We are using protractor
for testing internal AngularJS applications.
Besides functional tests, we check for performance regressions with the help of protractor-perf
which is based on nodejs browser-perf
library. Because, "Performance is a feature".
With protractor-perf
we can measure and assert different performance characteristics while making browser actions, for example:
browser.get('http://www.angularjs.org');
perf.start(); // Start measuring the metrics
element(by.model('todoText')).sendKeys('write a protractor test');
element(by.css('[value="add"]')).click();
perf.stop(); // Stop measuring the metrics
if (perf.isEnabled) { // Is perf measuring enabled ?
// Check for perf regressions, just like you check for functional regressions
expect(perf.getStats('meanFrameTime')).toBeLessThan(60);
};
Now, for an another internal application we have a set of selenium-based tests written in Python.
Is it possible to check for performance regressions with selenium-python, or should I rewrite the tests using protractor
to be able to write browser performance tests?
Performance testing using Selenium and WebDriver is generally not advised.

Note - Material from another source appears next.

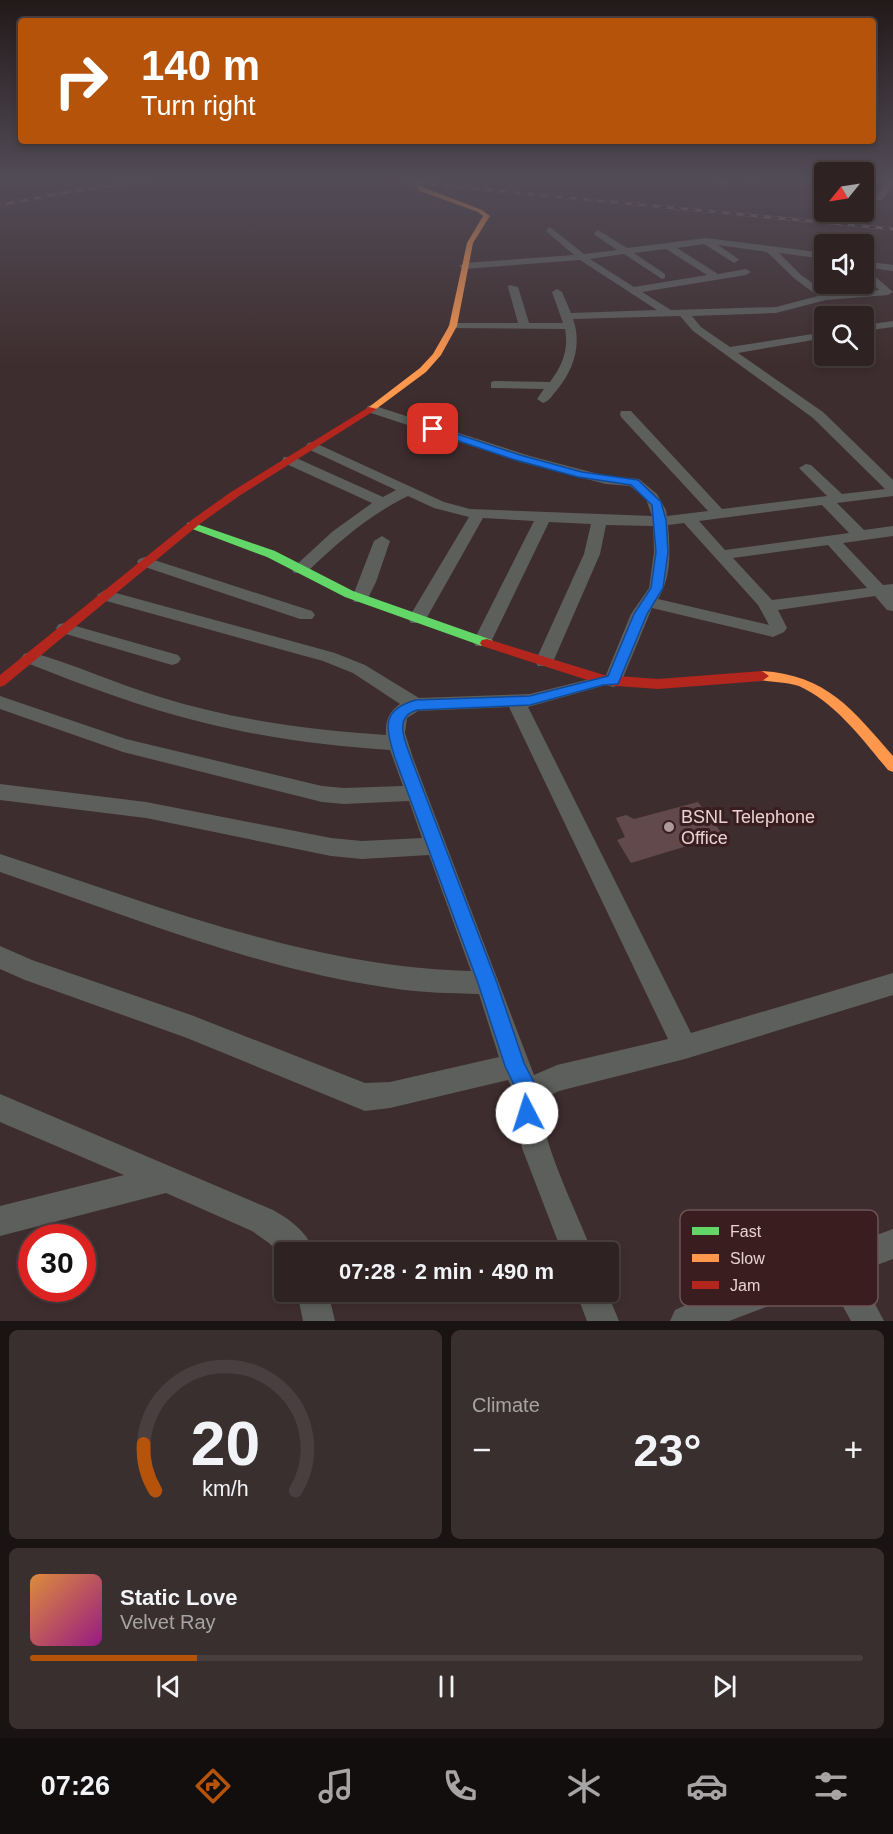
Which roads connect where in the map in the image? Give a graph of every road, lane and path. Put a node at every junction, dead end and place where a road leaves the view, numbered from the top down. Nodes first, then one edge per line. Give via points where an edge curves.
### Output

Not because it is incapable, but because it is not optimised for the job and you are unlikely to get good results.
Selenium is a tool for automating testing across many web browsers. Selenium WebDriver supports a variety of browsers, including Google Chrome, Mozilla Firefox, Safari, and Internet Explorer, and allows you to simply automate browser testing across different browsers.
There is a possibility to get closer to what browser-perf
is doing by collecting the chrome performance logs and analyzing them.
To get performance logs, turn on performance
logs by tweaking loggingPrefs
desired capability:
from selenium import webdriver
from selenium.webdriver.common.desired_capabilities import DesiredCapabilities
caps = DesiredCapabilities.CHROME
caps['loggingPrefs'] = {'performance': 'ALL'}
driver = webdriver.Chrome(desired_capabilities=caps)
driver.get('https://stackoverflow.com')
logs = [json.loads(log['message'])['message'] for log in driver.get_log('performance')]
with open('devtools.json', 'wb') as f:
json.dump(logs, f)
driver.close()
At this point, devtools.json
file would contain a bunch of trace records:
[
{
"params": {
"timestamp": 1419571233.19293,
"frameId": "16639.1",
"requestId": "16639.1",
"loaderId": "16639.2",
"type": "Document",
"response": {
"mimeType": "text/plain",
"status": 200,
"fromServiceWorker": false,
"encodedDataLength": -1,
"headers": {
"Access-Control-Allow-Origin": "*",
"Content-Type": "text/plain;charset=US-ASCII"
},
"url": "data:,",
"statusText": "OK",
"connectionId": 0,
"connectionReused": false,
"fromDiskCache": false
}
},
"method": "Network.responseReceived"
},
{
"params": {
"timestamp": 1419571233.19294,
"encodedDataLength": 0,
"requestId": "16639.1"
},
"method": "Network.loadingFinished"
},
..
]
Now, the question is, what to do with it.
One option that was initially suggested during the Google Test Automation Conference is to submit the logs to webpagetest.org. There is an example in java available here, but, at the moment, I had no luck implementing it in Python.
In theory, the UI report generated by webpagetest.org would look like this:
They also provide the metrics in JSON/XML and other formats that can be further analyzed.
This is really something, thanks to Vivek Singh for the pointing comment.
browser-perf also uses the logging functionality to pick up the tracing logs, and analyzes the data.
It is possible to do performance regression testing with Selenium. However as you might have already noted. The core essence of Selenium is that it mimics user behavior. This means that Selenium will only perform the action (e.g. clicking on the button) if the user is able to perform the same action. Also taking into account certain code, workarounds (i.e. hard waits, various checks and custom code), required to even be able to run the Selenium script. This means that the "definition" of performance testing using Selenium will be slightly different compared to traditional performance testing.
What you will want to do is have a timer (start/stop) for each action Selenium is performing. For example: Clicking on a button and log this to a file for later use.
Using Selenium you can create a performance baseline and from there on onwards compare each consecutive result with the baseline. This will give you statistics that you can then use for further analysis.
Selenium nor Webdriver (Selenium 2.0) come with this feature out of the box. So some custom coding needs to happen for this to work.
Performance testing through Selenium is not advised because it is not optimised for the job. It has been listed as one of the worst practices by the Selenium team:
It may seem ideal to performance test in the context of the user but a suite of WebDriver tests are subjected to many points of external and internal fragility which are beyond your control; for example browser startup speed, speed of HTTP servers, response of third party servers that host JavaScript or CSS, and the instrumentation penalty of the WebDriver implementation itself. Variation at these points will cause variation in your results. It is difficult to separate the difference between the performance of your website and the performance of external resources, and it is also hard to tell what the performance penalty is for using WebDriver in the browser, especially if you are injecting scripts.